* INSTRUCTIONS FOR THE TASK *
Look at each line of the listing. Copy those that hold the string "Crowchild".

*** Opening of AVAILABLE RECORDS ***

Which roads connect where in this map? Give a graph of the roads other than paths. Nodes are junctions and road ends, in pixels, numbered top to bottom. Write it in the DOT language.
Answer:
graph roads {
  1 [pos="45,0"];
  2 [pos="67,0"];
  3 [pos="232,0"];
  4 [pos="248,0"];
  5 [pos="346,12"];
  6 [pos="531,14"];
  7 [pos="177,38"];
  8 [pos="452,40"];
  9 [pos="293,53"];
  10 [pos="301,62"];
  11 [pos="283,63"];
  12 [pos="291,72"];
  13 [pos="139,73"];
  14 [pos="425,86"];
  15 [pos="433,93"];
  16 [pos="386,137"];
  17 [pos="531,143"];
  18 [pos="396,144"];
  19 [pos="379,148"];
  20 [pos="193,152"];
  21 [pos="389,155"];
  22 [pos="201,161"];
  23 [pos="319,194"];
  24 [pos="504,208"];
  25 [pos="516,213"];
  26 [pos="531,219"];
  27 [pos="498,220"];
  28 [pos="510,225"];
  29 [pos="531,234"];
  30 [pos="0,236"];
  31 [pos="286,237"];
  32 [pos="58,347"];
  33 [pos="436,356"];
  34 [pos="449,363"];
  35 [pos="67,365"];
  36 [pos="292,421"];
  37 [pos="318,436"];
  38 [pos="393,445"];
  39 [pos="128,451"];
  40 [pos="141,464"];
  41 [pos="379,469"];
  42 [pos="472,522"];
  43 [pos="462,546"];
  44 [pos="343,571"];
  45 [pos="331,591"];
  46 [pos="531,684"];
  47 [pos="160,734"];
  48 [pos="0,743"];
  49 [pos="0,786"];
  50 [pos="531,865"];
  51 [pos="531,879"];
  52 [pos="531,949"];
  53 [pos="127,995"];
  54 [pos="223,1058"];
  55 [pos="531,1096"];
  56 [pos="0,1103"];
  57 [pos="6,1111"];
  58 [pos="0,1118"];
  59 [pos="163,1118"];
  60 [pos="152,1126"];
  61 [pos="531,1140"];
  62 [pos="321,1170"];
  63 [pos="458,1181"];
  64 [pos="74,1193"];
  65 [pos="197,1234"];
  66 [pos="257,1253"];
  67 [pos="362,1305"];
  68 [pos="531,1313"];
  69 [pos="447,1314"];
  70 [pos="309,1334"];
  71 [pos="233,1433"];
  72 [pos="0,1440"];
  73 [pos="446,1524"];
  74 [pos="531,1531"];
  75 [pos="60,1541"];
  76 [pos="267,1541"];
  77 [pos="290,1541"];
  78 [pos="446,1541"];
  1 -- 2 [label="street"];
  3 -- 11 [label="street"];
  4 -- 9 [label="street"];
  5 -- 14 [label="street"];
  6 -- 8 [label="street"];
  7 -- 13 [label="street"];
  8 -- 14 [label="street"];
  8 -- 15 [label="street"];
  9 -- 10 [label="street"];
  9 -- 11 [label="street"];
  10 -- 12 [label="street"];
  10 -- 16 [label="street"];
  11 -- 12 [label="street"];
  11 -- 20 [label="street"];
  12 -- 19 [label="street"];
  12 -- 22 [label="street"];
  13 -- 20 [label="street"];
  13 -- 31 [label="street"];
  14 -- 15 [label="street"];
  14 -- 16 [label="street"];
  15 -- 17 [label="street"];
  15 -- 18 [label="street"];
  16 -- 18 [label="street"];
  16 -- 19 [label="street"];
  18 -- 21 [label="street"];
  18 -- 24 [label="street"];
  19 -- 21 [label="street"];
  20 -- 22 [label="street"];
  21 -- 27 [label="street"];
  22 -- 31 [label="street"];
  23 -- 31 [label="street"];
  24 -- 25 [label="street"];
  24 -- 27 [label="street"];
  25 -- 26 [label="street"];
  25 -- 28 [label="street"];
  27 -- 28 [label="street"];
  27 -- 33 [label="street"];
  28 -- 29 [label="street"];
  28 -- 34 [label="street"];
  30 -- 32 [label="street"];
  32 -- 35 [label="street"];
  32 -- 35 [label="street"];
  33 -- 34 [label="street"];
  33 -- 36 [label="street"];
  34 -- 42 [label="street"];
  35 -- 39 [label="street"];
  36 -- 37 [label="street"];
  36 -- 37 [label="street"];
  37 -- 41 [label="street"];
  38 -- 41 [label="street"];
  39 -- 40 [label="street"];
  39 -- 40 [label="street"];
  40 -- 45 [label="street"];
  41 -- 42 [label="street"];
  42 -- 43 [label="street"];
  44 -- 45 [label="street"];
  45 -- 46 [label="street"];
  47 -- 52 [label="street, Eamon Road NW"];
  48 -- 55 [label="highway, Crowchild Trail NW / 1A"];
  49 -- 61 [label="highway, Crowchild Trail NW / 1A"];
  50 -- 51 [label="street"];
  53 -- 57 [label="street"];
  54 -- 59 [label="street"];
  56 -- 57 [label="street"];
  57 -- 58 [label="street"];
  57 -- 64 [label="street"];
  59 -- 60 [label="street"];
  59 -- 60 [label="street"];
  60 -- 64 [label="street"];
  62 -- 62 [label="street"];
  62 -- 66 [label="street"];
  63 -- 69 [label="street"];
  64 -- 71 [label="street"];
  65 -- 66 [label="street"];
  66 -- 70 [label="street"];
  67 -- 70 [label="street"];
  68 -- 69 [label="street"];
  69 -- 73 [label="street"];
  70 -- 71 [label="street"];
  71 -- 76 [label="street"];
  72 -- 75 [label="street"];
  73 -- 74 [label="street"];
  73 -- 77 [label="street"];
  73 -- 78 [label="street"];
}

*** Close of AVAILABLE RECORDS ***

* THE COMPLETED TASK *
  48 -- 55 [label="highway, Crowchild Trail NW / 1A"];
  49 -- 61 [label="highway, Crowchild Trail NW / 1A"];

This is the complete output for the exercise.